The university also said that "other than instructors, this data will only be shared with relevant university staff should an academic integrity issue arise."

But the terms of use, which vary by region and are available on the site, say "random samples of video and/or audio recordings" might collected and can be shared with "researchers under contract."

Feeney said the question of how data is used to enhance the system would "take hours to answer." 

No in-person exams

She said there are security protocols to deter and deal with a data breach. The terms say Respondus isn't liable if a breach occurs. 

Proctortrack, the software used by Western University, experienced a security breach, but not a data one. It said it didn't impact students. 

McMaster University hasn't conducted in-person exams throughout the year due to the COVID-19 pandemic. Respondus was its alternative to in-person proctoring, and the university website says it meets accessibility, privacy and security requirements. 

The school says its privacy office and information security office did an in-depth analysis of the risks before selecting Respondus. 

But the McMaster students aren't alone in their criticism. Last summer, students at the University of Ottawa expressed concerns that the software was violating their privacy. 

University isn't sufficiently addressing concerns, students say

University of Ottawa's website now says that "students can choose not to consent to using Respondus. In this case, instructors will have alternative options in place."

The SRA wants administration to tell students they don't have to consent. Right now, Au-Yeung said, it appears the students' only other options are to not take a course or to drop it, and risk having that reflected on their transcript.

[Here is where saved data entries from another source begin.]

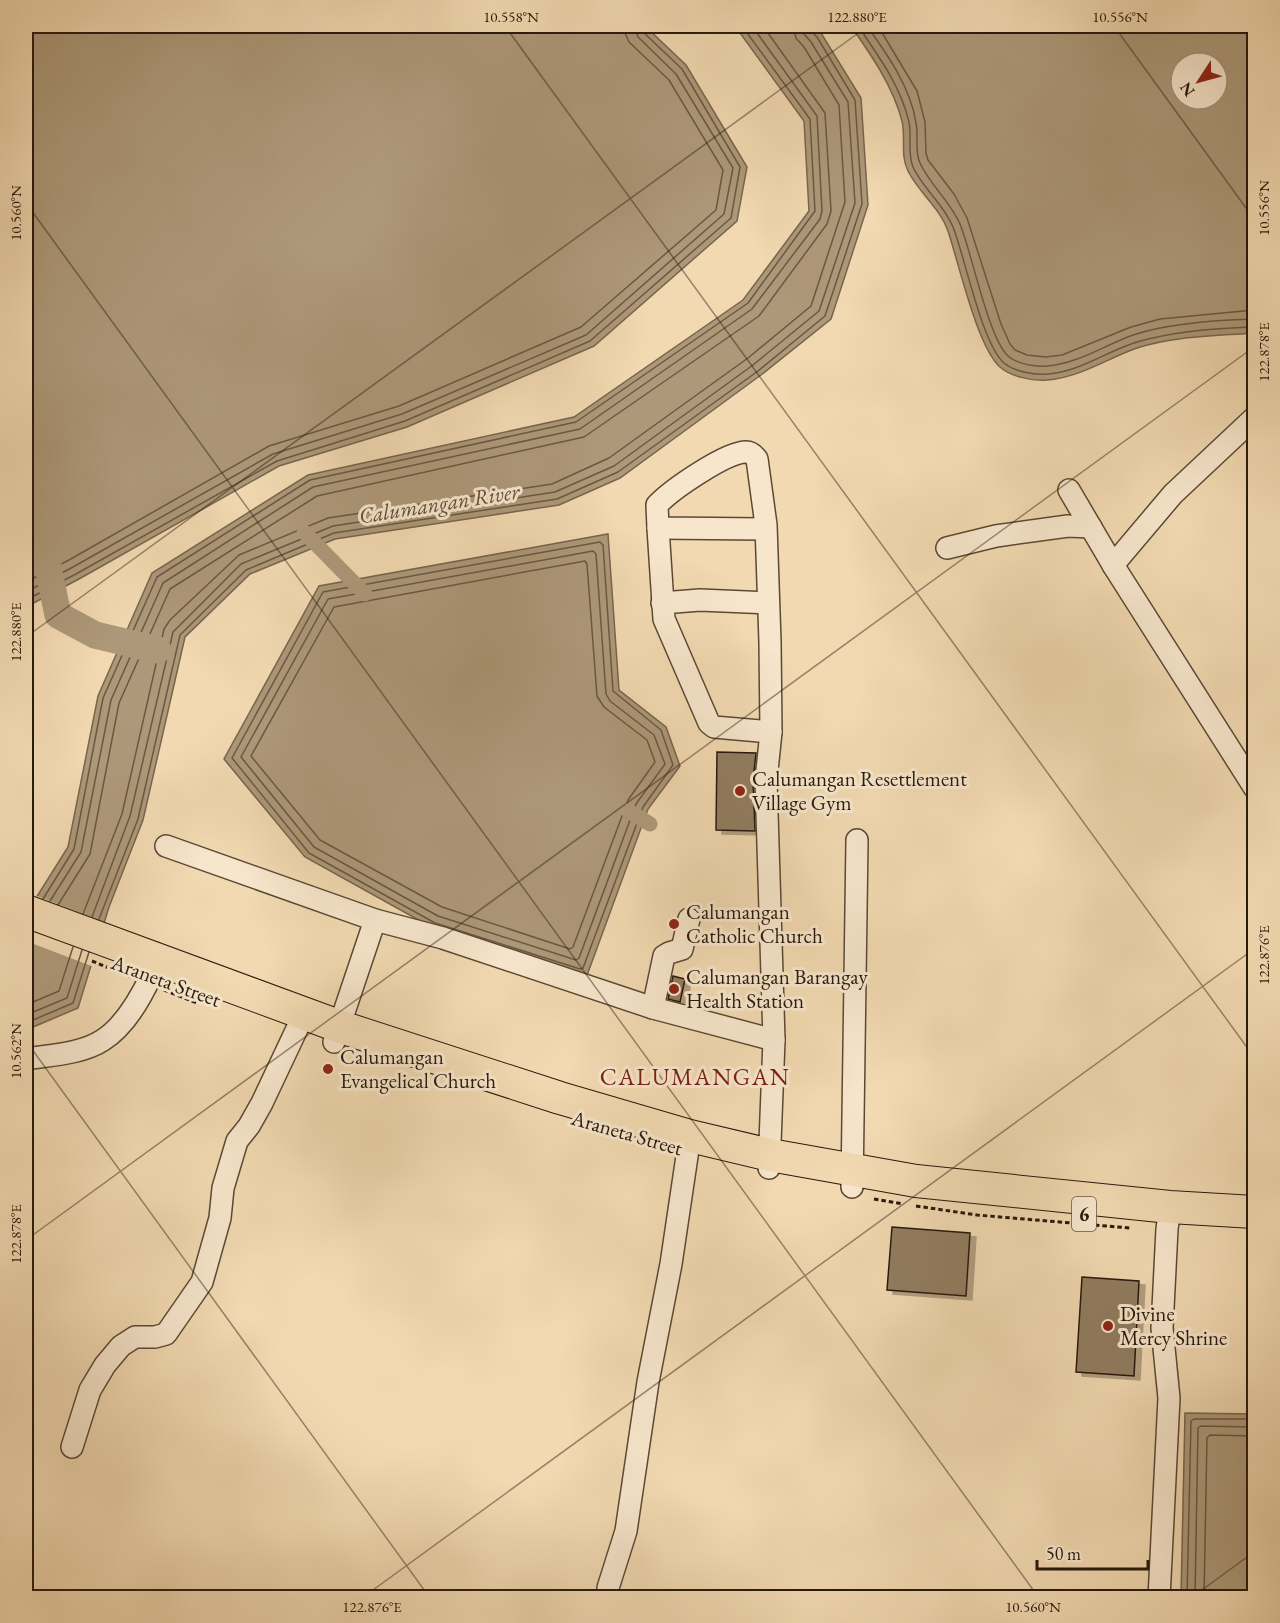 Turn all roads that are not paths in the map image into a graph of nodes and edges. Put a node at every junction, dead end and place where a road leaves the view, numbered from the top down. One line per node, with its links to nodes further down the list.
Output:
1 (1254, 418): 7 (street)
2 (1069, 490): 3 (street)
3 (1091, 527): 6 (street); 7 (street)
4 (658, 528): 5 (street); 5 (street); 8 (street)
5 (766, 530): 9 (street)
6 (947, 548)
7 (1113, 565): 11 (street)
8 (662, 603): 9 (street); 10 (street)
9 (768, 603): 10 (street)
10 (771, 732): 23 (street)
11 (1254, 787)
12 (857, 840): 27 (street)
13 (165, 846): 16 (street)
14 (26, 911): 18 (highway)
15 (688, 919): 20 (street)
16 (375, 920): 20 (street); 22 (street)
17 (26, 928): 18 (highway, Araneta Street)
18 (110, 952): 19 (highway, Araneta Street); 21 (highway)
19 (151, 976): 21 (highway, Araneta Street); 24 (street)
20 (653, 1008): 23 (street)
21 (302, 1021): 22 (highway); 31 (street)
22 (337, 1034): 25 (highway)
23 (774, 1040): 26 (street)
24 (26, 1059)
25 (687, 1153): 26 (highway); 32 (street)
26 (769, 1162): 27 (highway)
27 (852, 1178): 29 (highway); 29 (highway, 6)
28 (1254, 1212): 29 (highway)
29 (1169, 1213): 30 (highway, 6); 33 (street)
30 (1254, 1226)
31 (72, 1447)
32 (609, 1598)
33 (1159, 1598)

That isn't possible for everyone, she said. 

According to the website, students who don't have a webcam are being told to purchase one, with financial support from the school's student emergency relief fund. 

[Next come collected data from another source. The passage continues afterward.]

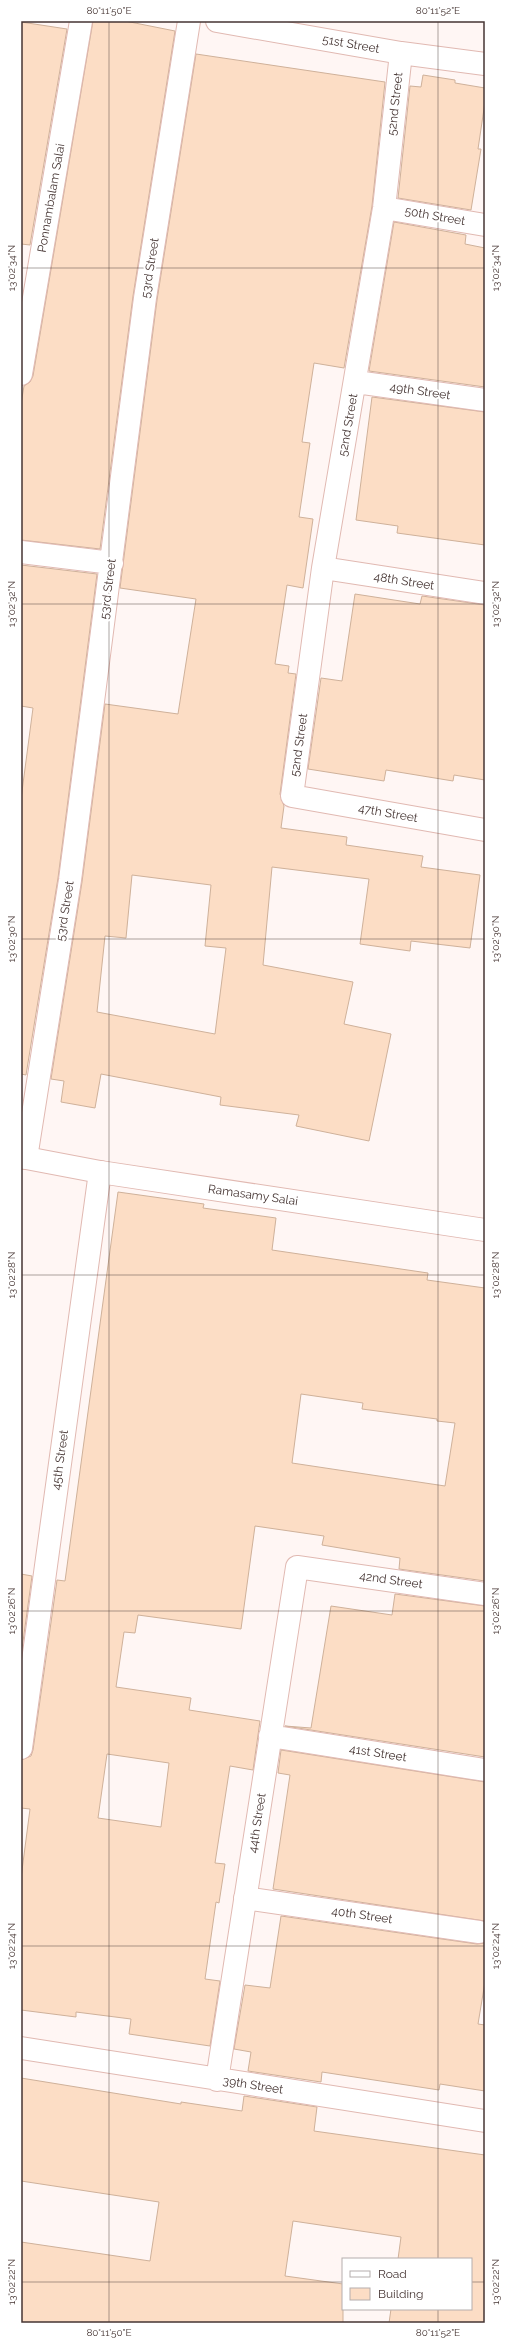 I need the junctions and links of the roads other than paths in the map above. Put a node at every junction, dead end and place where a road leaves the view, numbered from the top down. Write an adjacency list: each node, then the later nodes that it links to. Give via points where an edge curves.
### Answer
1 (81, 21): 8 (street, Ponnambalam Salai)
2 (189, 21): 12 (street, 53rd Street, via 144,306)
3 (217, 21): 4 (street, 51st Street)
4 (401, 52): 5 (street, 51st Street); 6 (street, 52nd Street)
5 (485, 64)
6 (384, 208): 7 (street, 50th Street); 9 (street, 52nd Street)
7 (485, 225)
8 (21, 374)
9 (356, 382): 10 (street, 49th Street); 13 (street, 52nd Street)
10 (485, 400)
11 (21, 552): 12 (street)
12 (112, 563): 17 (street, 53rd Street, via 70,880)
13 (323, 568): 14 (street, 48th Street); 15 (street, 52nd Street)
14 (485, 593)
15 (292, 796): 16 (street, 47th Street)
16 (485, 830)
17 (24, 1158): 18 (street, Ramasamy Salai)
18 (100, 1172): 19 (street, Ramasamy Salai); 23 (street, 45th Street)
19 (485, 1230)
20 (297, 1567): 21 (street, 42nd Street); 22 (street, 44th Street)
21 (485, 1594)
22 (270, 1736): 24 (street, 41st Street); 25 (street, 44th Street)
23 (21, 1748)
24 (485, 1770)
25 (245, 1898): 26 (street, 40th Street); 28 (street, 44th Street)
26 (480, 1932)
27 (21, 2048): 28 (street, 39th Street)
28 (217, 2080): 29 (street, 39th Street)
29 (485, 2121)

It's the SRA's second statement on the software this school year. 

Dhindsa said this one was prompted by a first-year chemistry midterm that ended in an "outburst" of stressed students, who were left "wanting to be heard." Someone had written a letter in January about the issues, she said, and addressed it to the the vice-provost. 

'Continually evaluated'

Adeola Egbeyemi, a third-year arts and science student who seconded the motion, said some professors at the school have been choosing not to use Respondus, or not use it to the fullest extent.

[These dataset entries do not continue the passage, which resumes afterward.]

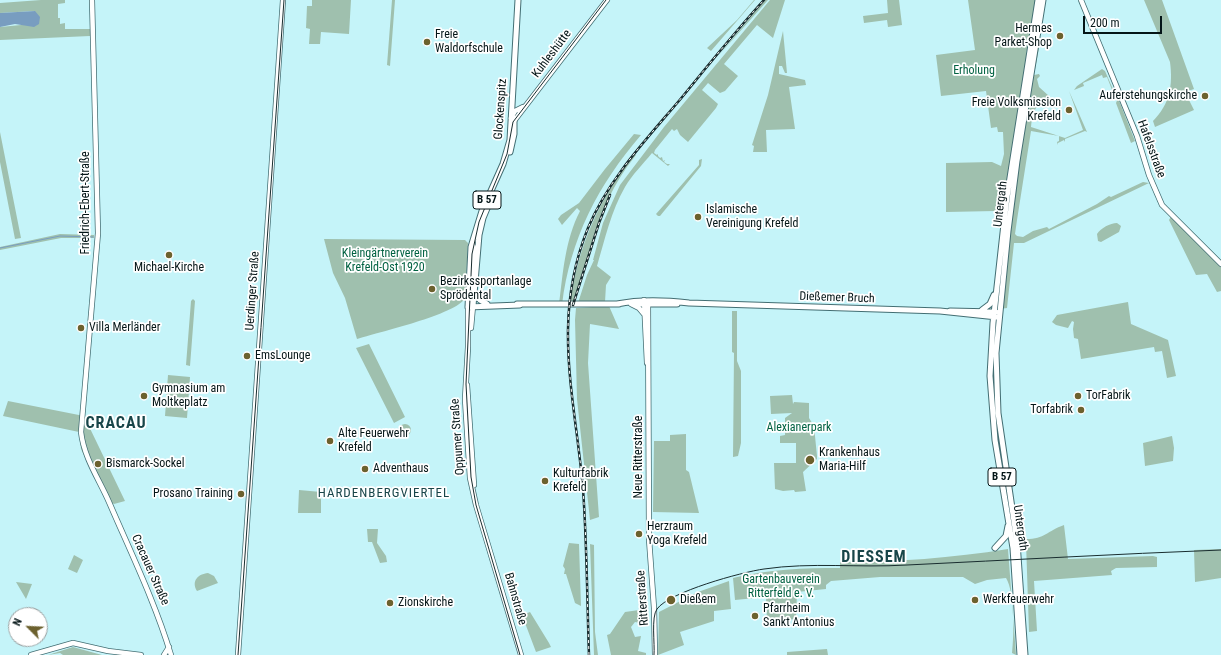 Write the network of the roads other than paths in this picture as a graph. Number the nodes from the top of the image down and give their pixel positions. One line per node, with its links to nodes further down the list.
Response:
1 (92, 0): 29 (main road, Friedrich-Ebert-Straße)
2 (283, 0): 40 (main road, Uerdinger Straße)
3 (519, 0): 9 (main road, Glockenspitz / B 57); 10 (main road, Glockenspitz / B 57)
4 (606, 0): 8 (main road, Kuhleshütte)
5 (1038, 0): 13 (main road, Untergath)
6 (1043, 0): 23 (main road, Untergath)
7 (1081, 0): 12 (main road, Hafelsstraße)
8 (524, 106): 9 (main road); 10 (main road, Kuhleshütte)
9 (514, 113): 10 (main road, Glockenspitz / B 57)
10 (512, 121): 11 (main road, Glockenspitz / B 57)
11 (476, 236): 14 (main road, Oppumer Straße / B 57); 19 (main road, B 57)
12 (1221, 264)
13 (997, 283): 21 (main road, Untergath); 23 (main road, Untergath)
14 (475, 290): 16 (main road); 19 (main road, Oppumer Straße / B 57)
15 (646, 302): 17 (main road); 18 (main road); 22 (main road, Dießemer Bruch); 24 (main road, Neue Ritterstraße); 25 (main road, Neue Ritterstraße)
16 (487, 304): 19 (main road); 20 (main road)
17 (617, 304): 18 (main road); 20 (main road)
18 (631, 304): 24 (main road)
19 (472, 305): 20 (main road); 32 (main road, Oppumer Straße)
20 (520, 305)
21 (981, 310): 22 (main road, Dießemer Bruch); 23 (main road, Dießemer Bruch)
22 (940, 312): 23 (main road, Dießemer Bruch)
23 (997, 314): 26 (main road, Untergath / B 57); 27 (main road, Untergath / B 57)
24 (644, 315): 25 (main road, Neue Ritterstraße)
25 (648, 374): 30 (main road, Neue Ritterstraße)
26 (992, 406): 27 (main road); 28 (main road, Untergath / B 57)
27 (998, 413): 44 (main road, Untergath / B 57)
28 (1006, 501): 31 (main road); 43 (main road, Untergath / B 57)
29 (112, 509): 33 (main road, Cracauer Straße)
30 (649, 539): 42 (main road, Ritterstraße)
31 (995, 548)
32 (491, 549): 41 (main road, Bahnstraße)
33 (167, 639): 34 (main road, Cracauer Straße); 39 (main road, Cracauer Straße)
34 (168, 647): 37 (main road); 38 (main road, Cracauer Straße)
35 (31, 655): 36 (main road)
36 (141, 655)
37 (164, 655)
38 (171, 655)
39 (174, 655)
40 (238, 655)
41 (521, 655)
42 (655, 655)
43 (1020, 655)
44 (1025, 655)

An FAQ page was posted in the fall, she said, but it didn't answer a lot of the students' questions. 

"It sort of stresses how this has been an ongoing thing all year," said Egbeyemi. "Even though the university addressed it once, it definitely wasn't sufficient enough."

The SRA says Respondus shouldn't be used unless all other options are considered and researched. The website says the school reviewed seven "online proctoring solutions" before choosing this one. 

"The software will be continually evaluated throughout the one-year license agreement," according to the website. 

Options other than proctoring

As alternatives, students say they've had professors hold open-book exams that are based more on applying their knowledge. They've also had classes solely with assignments. 

The university says it encourages instructors to "consider all options for assessment before choosing to use online proctoring."

Egbeyemi said it isn't the SRA's responsibility to come up with alternative forms of testing. But what is their responsibility, she said, is to communicate these concerns. 

"We hear you. We share in your disappointment, and we feel the struggle and want to advocate to the university to do better," said Egbeyemi. "As students reps, it's our whole job."

The university said students can reach out to the privacy office or the office of academic integrity with any specific questions or concerns in those areas, to university technology services for technical support, and to the student wellness centre to receive support for test anxiety.